- Active: 1st formation: July–September 1941; 2nd formation: February–October 1942; 3rd formation: July 1943 – 1955;
- Country: Soviet Union
- Branch: Red Army
- Type: Rifle division
- Engagements: World War II
- Battle honours: Ussuri (3rd formation);

= 264th Rifle Division =

The 264th Rifle Division (264-я стрелковая дивизия) was an infantry division of the Soviet Union's Red Army during World War II, formed three times.

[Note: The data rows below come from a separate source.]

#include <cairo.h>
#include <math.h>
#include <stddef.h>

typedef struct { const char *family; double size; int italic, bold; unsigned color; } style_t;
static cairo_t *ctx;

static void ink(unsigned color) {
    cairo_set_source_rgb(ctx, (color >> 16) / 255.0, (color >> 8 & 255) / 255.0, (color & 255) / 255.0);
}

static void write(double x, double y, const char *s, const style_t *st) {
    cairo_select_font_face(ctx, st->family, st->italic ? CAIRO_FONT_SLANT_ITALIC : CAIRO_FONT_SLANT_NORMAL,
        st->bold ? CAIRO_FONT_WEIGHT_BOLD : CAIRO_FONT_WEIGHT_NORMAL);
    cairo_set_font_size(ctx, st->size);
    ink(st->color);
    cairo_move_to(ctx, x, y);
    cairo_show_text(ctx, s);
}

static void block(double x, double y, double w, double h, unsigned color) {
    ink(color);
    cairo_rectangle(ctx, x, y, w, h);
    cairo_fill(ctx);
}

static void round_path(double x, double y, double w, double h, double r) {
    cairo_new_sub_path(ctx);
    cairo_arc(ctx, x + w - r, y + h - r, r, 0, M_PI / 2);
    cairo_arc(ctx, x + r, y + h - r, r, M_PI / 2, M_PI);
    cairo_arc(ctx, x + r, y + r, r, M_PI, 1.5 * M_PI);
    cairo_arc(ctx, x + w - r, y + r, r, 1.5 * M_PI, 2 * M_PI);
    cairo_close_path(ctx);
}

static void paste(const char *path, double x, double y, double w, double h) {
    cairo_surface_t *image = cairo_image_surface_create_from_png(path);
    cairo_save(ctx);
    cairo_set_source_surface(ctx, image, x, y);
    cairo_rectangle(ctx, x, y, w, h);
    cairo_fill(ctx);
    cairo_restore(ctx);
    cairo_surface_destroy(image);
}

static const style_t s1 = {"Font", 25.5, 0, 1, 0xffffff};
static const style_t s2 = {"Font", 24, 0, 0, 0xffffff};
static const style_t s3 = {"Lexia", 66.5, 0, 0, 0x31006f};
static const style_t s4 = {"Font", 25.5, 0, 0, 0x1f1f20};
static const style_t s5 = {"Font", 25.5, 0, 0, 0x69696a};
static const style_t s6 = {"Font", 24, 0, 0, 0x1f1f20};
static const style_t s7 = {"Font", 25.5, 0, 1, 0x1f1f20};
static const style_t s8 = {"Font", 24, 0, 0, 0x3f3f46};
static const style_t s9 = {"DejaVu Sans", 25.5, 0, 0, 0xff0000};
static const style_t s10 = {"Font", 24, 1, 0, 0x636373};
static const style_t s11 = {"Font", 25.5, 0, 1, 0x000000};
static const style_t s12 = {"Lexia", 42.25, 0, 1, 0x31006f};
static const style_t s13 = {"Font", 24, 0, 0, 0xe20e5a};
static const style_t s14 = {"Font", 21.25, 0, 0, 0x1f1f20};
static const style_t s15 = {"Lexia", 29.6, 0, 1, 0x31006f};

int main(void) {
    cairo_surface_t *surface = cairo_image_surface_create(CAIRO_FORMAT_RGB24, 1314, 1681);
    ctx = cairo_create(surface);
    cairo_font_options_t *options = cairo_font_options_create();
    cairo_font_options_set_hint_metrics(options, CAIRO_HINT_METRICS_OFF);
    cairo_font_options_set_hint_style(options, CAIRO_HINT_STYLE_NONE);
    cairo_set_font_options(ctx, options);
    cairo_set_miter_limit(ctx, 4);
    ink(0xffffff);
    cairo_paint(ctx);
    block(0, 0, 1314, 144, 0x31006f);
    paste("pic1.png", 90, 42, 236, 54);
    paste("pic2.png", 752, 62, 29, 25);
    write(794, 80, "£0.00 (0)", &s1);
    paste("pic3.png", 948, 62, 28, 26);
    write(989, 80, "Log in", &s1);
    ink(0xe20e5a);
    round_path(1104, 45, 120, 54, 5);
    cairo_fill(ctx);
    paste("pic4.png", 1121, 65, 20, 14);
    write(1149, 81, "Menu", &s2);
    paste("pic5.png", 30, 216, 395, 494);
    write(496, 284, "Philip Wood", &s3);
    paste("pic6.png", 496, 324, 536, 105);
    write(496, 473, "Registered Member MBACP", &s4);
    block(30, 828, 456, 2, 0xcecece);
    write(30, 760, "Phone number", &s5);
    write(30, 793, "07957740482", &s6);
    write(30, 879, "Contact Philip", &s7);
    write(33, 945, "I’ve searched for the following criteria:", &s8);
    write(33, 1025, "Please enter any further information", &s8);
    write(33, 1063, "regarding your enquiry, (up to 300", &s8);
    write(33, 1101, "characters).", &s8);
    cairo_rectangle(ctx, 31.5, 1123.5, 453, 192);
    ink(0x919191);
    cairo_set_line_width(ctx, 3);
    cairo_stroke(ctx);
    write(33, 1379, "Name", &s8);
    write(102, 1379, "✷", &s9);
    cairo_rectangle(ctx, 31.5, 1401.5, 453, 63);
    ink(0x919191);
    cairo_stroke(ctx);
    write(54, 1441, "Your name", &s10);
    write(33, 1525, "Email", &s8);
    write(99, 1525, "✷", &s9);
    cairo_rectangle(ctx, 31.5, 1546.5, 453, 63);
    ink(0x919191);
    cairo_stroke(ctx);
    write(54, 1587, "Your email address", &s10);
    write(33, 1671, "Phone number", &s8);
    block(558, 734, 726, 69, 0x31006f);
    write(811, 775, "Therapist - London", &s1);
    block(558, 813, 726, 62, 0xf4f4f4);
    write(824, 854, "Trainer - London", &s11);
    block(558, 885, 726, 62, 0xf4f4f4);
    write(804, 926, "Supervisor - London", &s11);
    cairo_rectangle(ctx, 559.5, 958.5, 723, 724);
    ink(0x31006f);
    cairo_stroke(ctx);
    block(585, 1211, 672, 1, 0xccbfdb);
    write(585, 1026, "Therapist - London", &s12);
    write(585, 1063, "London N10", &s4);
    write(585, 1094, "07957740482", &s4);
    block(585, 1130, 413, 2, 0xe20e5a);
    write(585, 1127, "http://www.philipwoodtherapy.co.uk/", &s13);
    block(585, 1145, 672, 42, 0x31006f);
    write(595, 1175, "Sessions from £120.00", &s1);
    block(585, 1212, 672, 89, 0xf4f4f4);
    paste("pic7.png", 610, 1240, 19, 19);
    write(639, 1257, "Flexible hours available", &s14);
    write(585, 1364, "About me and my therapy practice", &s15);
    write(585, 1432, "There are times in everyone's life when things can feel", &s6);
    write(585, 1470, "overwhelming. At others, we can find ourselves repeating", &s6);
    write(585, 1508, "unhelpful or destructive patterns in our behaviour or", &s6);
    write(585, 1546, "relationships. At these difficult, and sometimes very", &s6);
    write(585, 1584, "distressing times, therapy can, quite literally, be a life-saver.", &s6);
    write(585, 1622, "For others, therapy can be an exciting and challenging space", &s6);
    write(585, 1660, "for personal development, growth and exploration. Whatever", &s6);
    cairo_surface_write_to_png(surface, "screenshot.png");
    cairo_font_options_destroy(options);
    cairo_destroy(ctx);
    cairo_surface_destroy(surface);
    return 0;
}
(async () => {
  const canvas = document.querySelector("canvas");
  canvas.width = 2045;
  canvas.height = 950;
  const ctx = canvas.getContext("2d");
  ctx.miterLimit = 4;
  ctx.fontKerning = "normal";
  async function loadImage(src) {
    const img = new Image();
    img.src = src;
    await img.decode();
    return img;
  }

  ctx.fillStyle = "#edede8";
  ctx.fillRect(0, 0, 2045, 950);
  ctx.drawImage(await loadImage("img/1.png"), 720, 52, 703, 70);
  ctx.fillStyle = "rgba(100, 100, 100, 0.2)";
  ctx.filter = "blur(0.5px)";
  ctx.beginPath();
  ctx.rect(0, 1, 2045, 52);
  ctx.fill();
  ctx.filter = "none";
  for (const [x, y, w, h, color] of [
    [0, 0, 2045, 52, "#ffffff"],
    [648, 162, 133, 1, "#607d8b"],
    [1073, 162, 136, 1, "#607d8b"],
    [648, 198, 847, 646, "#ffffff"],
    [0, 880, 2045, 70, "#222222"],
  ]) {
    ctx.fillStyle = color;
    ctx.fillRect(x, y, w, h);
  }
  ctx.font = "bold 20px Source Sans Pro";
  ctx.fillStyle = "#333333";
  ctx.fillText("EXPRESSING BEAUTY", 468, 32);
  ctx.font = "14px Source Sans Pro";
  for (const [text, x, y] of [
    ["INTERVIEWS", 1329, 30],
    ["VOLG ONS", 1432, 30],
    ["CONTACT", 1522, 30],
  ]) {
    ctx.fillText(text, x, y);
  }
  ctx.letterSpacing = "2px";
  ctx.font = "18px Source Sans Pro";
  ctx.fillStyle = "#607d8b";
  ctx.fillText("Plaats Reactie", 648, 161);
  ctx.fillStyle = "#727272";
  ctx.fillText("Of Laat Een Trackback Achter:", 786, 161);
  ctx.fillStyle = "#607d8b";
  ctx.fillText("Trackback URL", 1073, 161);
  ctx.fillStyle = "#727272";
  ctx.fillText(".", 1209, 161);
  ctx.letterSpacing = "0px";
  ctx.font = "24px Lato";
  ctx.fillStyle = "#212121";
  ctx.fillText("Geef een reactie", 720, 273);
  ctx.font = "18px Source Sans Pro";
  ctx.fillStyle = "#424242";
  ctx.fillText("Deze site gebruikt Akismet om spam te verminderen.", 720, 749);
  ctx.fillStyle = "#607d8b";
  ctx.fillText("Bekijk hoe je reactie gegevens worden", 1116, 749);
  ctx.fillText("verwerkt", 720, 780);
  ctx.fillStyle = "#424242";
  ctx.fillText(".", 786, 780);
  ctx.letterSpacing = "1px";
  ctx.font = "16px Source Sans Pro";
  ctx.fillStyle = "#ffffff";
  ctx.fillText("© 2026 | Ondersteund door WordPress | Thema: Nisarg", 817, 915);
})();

The division was first formed in the summer of 1941 and destroyed in the Kiev pocket in the fall of that year. Reformed in February 1942, the division's second formation became a guards division for its actions in the Battles of Rzhev. Formed a third time in the summer of 1943 in the Soviet Far East, the division fought in the Soviet invasion of Manchuria in August and September 1945. Postwar, it was stationed in Sakhalin before it was renumbered in 1955.

== History ==

=== First Formation ===
The 264th began forming on 10 July 1941 at Poltava in the Kharkov Military District. Its basic order of battle included the 1056th, 1058th, and the 1060th Rifle Regiments. The division was barely formed and lacked much of its equipment when it was sent to the front on nine trains at the end of July. By 30 July, it was taking positions defending the line of the Dnieper near Kaniv, south of Kiev. By 5 August, the 264th was part of the Southwestern Front's 26th Army. It was trapped in the Kiev pocket in early September and destroyed almost immediately in the pocket. The 264th was officially disbanded on 19 September.

=== Second Formation ===
The second formation of the 264th began forming in February 1942 in the Ural Military District, including the basic order of battle as the first formation. By the time its commander was assigned on 1 May, the division had been relocated to the Moscow Military District. In May, it was assigned to the Moscow Defence Zone for training, and in August the 264th joined the 3rd Tank Army, part of the Reserve of the Supreme High Command behind the Western Front near Moscow. The division was part of the army's mobile group for several front-level offensives in 1942, which occasionally stretched the German defenses but never broke through. Thus, these actions were mostly ignored by Soviet accounts. The division fought in heavy fighting through the fall of 1942 around Rzhev, Sychyovka, and Zhizdra. On 20 October 1942, it was converted into the 48th Guards Rifle Division for its actions.

=== Third Formation ===
The division was formed for a third time on 20 July 1943 with the 35th Army in the Far Eastern Front. It included the same rifle regiments as the previous formations, and spent the entire war with the 35th Army. On 8 August 1945, the army was with the 1st Far East Front for the Soviet invasion of Manchuria, which began the next day. While other units of the army engaged in a speedy advance through the Japanese line, the 264th spent the entire campaign systematically reducing Japanese fortifications in and around Hutou in conjunction with the 109th Fortified Region. By the end of the invasion, the 264th was so far behind the rest of the army that it was assigned to the 87th Rifle Corps in the front reserves. For its actions, the division was awarded the honorific "Ussuri." Postwar, the 264th became part of the 15th Army at Dolinsk, where it was renumbered as the 41st Rifle Division in 1955.